Supplied information:
- - -

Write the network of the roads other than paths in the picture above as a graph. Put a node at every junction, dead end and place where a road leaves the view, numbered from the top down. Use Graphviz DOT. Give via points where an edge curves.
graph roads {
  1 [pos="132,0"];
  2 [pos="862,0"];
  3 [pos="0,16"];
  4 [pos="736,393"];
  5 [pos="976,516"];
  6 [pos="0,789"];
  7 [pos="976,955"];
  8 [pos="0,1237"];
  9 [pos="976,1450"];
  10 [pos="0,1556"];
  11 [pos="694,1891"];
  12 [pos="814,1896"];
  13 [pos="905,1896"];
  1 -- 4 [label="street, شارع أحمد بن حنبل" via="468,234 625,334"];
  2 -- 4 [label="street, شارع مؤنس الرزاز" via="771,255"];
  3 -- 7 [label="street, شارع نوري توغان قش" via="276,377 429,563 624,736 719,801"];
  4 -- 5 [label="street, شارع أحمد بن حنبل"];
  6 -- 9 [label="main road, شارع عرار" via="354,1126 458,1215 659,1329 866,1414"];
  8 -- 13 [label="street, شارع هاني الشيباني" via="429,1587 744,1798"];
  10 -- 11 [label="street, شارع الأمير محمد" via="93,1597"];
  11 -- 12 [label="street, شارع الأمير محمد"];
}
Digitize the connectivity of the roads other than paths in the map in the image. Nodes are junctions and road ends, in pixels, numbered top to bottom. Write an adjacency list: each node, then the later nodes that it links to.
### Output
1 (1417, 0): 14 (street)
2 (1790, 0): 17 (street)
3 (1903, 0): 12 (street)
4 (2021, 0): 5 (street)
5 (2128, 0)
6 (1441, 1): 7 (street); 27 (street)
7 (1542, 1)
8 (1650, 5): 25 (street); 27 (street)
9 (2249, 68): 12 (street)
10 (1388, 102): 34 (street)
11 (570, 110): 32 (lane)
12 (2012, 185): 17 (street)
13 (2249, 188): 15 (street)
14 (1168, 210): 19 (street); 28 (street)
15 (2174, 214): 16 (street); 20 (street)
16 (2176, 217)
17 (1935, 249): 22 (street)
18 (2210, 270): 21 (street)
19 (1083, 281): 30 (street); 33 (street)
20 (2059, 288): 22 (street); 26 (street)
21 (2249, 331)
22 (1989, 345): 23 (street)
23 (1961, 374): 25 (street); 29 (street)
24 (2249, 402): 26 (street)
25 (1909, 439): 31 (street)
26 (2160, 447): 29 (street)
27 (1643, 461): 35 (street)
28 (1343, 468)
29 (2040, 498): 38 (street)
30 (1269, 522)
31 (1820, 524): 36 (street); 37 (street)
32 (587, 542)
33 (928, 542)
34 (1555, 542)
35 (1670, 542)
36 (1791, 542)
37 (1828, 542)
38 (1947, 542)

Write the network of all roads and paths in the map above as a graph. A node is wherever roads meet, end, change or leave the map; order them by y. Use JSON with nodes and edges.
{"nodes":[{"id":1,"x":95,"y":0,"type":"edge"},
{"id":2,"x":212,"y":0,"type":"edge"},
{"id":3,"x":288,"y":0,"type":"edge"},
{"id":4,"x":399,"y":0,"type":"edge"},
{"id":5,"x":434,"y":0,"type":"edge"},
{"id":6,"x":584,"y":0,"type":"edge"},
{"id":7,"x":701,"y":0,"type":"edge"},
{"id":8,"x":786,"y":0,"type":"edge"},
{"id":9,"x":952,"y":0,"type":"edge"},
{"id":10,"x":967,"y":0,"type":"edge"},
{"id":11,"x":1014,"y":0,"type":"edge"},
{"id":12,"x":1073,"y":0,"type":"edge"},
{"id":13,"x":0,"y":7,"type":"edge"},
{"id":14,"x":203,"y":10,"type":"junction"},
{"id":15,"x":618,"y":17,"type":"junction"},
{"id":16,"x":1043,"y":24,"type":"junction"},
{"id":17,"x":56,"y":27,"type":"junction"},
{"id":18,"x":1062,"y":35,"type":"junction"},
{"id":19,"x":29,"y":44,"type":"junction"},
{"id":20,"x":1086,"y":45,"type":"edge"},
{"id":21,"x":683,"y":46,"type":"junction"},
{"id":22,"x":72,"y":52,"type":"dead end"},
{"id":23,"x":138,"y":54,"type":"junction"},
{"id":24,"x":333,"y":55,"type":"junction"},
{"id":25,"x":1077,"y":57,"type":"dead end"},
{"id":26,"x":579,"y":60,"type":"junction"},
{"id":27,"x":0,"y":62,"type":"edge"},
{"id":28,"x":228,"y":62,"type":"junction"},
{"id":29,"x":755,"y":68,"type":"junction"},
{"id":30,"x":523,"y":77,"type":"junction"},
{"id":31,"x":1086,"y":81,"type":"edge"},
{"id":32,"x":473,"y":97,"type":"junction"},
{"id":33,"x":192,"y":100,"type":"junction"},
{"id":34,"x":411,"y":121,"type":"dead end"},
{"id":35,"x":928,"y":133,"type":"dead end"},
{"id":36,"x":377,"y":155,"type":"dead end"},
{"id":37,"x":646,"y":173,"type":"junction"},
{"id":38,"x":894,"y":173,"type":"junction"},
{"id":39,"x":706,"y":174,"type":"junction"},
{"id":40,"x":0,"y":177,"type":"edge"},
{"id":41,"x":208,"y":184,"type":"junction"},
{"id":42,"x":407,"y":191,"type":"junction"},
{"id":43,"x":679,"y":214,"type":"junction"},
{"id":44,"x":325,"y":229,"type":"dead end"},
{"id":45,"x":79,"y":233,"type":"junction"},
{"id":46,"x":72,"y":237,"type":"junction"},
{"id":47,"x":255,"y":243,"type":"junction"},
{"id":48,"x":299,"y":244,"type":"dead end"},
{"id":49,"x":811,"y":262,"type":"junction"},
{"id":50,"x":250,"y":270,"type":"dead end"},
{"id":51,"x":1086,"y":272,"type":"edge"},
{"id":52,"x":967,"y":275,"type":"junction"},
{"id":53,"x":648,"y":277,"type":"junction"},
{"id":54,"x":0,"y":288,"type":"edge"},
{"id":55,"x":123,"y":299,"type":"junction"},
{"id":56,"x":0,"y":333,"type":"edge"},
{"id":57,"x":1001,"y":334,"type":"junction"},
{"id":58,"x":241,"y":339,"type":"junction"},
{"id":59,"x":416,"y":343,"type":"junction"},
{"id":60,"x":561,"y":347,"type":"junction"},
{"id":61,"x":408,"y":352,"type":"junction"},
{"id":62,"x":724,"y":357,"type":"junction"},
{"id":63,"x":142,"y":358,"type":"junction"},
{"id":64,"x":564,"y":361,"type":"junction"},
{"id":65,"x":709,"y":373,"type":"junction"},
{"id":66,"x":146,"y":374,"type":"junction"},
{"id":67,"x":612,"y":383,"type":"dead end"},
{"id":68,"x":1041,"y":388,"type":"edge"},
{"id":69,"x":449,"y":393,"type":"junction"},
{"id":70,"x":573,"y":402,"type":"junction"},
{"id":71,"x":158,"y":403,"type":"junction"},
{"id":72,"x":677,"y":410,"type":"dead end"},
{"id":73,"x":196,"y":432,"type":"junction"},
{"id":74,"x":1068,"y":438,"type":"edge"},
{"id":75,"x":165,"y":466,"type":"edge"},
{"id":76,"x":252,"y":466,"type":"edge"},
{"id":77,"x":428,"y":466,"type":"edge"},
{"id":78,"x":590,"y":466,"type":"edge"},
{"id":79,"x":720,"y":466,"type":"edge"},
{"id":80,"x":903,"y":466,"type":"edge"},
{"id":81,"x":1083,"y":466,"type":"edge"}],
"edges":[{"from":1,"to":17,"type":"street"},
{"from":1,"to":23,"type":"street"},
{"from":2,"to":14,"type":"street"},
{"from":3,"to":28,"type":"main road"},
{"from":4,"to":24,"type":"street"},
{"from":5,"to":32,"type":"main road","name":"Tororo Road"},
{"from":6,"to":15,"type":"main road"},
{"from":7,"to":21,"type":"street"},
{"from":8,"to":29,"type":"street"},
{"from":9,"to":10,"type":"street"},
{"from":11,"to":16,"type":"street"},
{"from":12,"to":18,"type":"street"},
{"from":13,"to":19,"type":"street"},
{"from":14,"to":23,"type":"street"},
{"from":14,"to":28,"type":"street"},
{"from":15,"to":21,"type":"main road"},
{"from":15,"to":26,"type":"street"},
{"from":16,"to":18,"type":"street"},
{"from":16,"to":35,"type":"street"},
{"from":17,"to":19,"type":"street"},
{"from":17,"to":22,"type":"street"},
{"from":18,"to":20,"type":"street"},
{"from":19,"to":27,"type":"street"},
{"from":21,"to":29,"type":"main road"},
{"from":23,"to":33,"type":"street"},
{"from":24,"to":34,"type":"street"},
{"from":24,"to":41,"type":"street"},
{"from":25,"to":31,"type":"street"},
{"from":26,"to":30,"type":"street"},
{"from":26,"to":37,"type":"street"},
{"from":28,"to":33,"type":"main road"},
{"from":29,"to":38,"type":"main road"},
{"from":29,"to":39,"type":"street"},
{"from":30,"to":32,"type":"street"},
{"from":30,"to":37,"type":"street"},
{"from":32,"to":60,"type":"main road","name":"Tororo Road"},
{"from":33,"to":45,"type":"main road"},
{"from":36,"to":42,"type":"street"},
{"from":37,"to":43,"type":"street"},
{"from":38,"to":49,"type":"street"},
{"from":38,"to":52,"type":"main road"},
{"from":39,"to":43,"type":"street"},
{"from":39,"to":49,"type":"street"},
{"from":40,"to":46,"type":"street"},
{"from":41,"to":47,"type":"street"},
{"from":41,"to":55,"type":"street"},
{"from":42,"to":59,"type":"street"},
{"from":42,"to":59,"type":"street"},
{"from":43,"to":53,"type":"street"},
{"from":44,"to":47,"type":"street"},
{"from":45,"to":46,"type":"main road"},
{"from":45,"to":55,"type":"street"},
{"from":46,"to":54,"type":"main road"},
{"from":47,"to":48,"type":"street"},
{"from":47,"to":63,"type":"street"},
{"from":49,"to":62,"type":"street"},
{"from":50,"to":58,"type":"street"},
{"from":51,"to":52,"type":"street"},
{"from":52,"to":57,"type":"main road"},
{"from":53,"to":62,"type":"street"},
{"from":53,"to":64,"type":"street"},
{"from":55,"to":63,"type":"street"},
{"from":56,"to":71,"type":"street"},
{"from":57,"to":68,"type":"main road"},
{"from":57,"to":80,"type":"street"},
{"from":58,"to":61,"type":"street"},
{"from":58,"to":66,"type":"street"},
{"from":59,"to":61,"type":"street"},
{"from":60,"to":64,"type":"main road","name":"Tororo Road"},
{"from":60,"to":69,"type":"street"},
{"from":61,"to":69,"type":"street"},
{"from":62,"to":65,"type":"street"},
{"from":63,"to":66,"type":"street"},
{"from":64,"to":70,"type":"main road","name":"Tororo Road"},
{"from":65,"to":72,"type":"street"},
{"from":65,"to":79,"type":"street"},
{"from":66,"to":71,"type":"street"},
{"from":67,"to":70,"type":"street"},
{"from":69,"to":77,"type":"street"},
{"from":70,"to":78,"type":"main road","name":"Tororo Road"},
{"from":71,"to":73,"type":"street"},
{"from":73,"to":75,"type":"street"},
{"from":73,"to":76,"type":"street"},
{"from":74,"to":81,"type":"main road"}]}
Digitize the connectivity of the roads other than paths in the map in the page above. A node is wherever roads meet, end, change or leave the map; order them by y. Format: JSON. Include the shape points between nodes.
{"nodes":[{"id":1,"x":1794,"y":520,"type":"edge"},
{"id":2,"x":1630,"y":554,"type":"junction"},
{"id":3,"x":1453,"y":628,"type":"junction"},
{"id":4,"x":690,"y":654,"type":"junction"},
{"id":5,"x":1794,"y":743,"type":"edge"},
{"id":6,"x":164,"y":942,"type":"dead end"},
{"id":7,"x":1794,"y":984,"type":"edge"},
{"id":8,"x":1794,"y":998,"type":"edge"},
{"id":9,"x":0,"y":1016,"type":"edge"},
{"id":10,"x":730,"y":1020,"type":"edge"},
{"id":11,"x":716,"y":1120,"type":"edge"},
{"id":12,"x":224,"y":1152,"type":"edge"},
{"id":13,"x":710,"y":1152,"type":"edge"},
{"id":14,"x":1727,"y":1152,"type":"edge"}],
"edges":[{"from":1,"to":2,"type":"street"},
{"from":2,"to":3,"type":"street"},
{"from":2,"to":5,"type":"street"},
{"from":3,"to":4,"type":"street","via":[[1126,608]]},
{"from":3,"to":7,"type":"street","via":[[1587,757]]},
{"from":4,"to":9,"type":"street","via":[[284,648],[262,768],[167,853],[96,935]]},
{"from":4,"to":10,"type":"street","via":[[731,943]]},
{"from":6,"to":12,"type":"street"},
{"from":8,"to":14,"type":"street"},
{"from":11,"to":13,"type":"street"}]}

- - -

To do: Filter the preceding entries down to the lines with "name".

Your response:
{"from":5,"to":32,"type":"main road","name":"Tororo Road"},
{"from":32,"to":60,"type":"main road","name":"Tororo Road"},
{"from":60,"to":64,"type":"main road","name":"Tororo Road"},
{"from":64,"to":70,"type":"main road","name":"Tororo Road"},
{"from":70,"to":78,"type":"main road","name":"Tororo Road"},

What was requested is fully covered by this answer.